::: DATA FOR ANALYSIS

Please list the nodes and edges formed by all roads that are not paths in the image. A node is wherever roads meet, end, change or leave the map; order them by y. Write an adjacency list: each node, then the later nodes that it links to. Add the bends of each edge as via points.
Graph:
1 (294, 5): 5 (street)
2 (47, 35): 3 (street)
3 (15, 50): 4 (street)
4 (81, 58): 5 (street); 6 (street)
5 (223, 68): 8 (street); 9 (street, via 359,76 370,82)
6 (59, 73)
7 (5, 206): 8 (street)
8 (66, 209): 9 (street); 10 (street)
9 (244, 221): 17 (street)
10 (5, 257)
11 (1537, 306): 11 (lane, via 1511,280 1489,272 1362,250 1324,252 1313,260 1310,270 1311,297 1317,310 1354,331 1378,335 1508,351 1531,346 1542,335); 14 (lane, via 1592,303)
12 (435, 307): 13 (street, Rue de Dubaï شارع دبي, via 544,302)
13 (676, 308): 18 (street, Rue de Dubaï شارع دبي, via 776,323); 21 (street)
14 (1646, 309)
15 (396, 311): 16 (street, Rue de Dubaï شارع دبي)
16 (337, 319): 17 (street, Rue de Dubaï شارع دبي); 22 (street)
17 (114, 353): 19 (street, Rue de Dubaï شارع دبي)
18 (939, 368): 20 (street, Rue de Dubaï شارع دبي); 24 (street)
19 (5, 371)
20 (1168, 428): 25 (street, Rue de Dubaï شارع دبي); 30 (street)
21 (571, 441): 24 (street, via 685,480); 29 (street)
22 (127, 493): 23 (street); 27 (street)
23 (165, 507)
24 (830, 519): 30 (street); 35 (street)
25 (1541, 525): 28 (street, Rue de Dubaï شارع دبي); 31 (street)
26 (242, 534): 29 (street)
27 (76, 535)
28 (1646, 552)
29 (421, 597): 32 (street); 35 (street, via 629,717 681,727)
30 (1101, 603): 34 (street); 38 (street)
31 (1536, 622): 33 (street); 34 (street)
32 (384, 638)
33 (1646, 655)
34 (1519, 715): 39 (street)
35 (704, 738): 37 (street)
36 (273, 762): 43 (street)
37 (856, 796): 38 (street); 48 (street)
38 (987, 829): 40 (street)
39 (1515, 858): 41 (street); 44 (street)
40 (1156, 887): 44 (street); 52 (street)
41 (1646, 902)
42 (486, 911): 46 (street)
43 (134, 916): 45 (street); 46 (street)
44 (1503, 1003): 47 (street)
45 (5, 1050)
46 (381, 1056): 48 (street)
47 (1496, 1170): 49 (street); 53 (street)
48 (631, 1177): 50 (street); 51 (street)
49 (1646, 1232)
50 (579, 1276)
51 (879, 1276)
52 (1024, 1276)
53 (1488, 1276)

::::::

*WHAT IS BEING ASKED*:
Would you retype all of the lines shown above, exactly as given?

*TASK SOLUTION*:
Please list the nodes and edges formed by all roads that are not paths in the image. A node is wherever roads meet, end, change or leave the map; order them by y. Write an adjacency list: each node, then the later nodes that it links to. Add the bends of each edge as via points.
Graph:
1 (294, 5): 5 (street)
2 (47, 35): 3 (street)
3 (15, 50): 4 (street)
4 (81, 58): 5 (street); 6 (street)
5 (223, 68): 8 (street); 9 (street, via 359,76 370,82)
6 (59, 73)
7 (5, 206): 8 (street)
8 (66, 209): 9 (street); 10 (street)
9 (244, 221): 17 (street)
10 (5, 257)
11 (1537, 306): 11 (lane, via 1511,280 1489,272 1362,250 1324,252 1313,260 1310,270 1311,297 1317,310 1354,331 1378,335 1508,351 1531,346 1542,335); 14 (lane, via 1592,303)
12 (435, 307): 13 (street, Rue de Dubaï شارع دبي, via 544,302)
13 (676, 308): 18 (street, Rue de Dubaï شارع دبي, via 776,323); 21 (street)
14 (1646, 309)
15 (396, 311): 16 (street, Rue de Dubaï شارع دبي)
16 (337, 319): 17 (street, Rue de Dubaï شارع دبي); 22 (street)
17 (114, 353): 19 (street, Rue de Dubaï شارع دبي)
18 (939, 368): 20 (street, Rue de Dubaï شارع دبي); 24 (street)
19 (5, 371)
20 (1168, 428): 25 (street, Rue de Dubaï شارع دبي); 30 (street)
21 (571, 441): 24 (street, via 685,480); 29 (street)
22 (127, 493): 23 (street); 27 (street)
23 (165, 507)
24 (830, 519): 30 (street); 35 (street)
25 (1541, 525): 28 (street, Rue de Dubaï شارع دبي); 31 (street)
26 (242, 534): 29 (street)
27 (76, 535)
28 (1646, 552)
29 (421, 597): 32 (street); 35 (street, via 629,717 681,727)
30 (1101, 603): 34 (street); 38 (street)
31 (1536, 622): 33 (street); 34 (street)
32 (384, 638)
33 (1646, 655)
34 (1519, 715): 39 (street)
35 (704, 738): 37 (street)
36 (273, 762): 43 (street)
37 (856, 796): 38 (street); 48 (street)
38 (987, 829): 40 (street)
39 (1515, 858): 41 (street); 44 (street)
40 (1156, 887): 44 (street); 52 (street)
41 (1646, 902)
42 (486, 911): 46 (street)
43 (134, 916): 45 (street); 46 (street)
44 (1503, 1003): 47 (street)
45 (5, 1050)
46 (381, 1056): 48 (street)
47 (1496, 1170): 49 (street); 53 (street)
48 (631, 1177): 50 (street); 51 (street)
49 (1646, 1232)
50 (579, 1276)
51 (879, 1276)
52 (1024, 1276)
53 (1488, 1276)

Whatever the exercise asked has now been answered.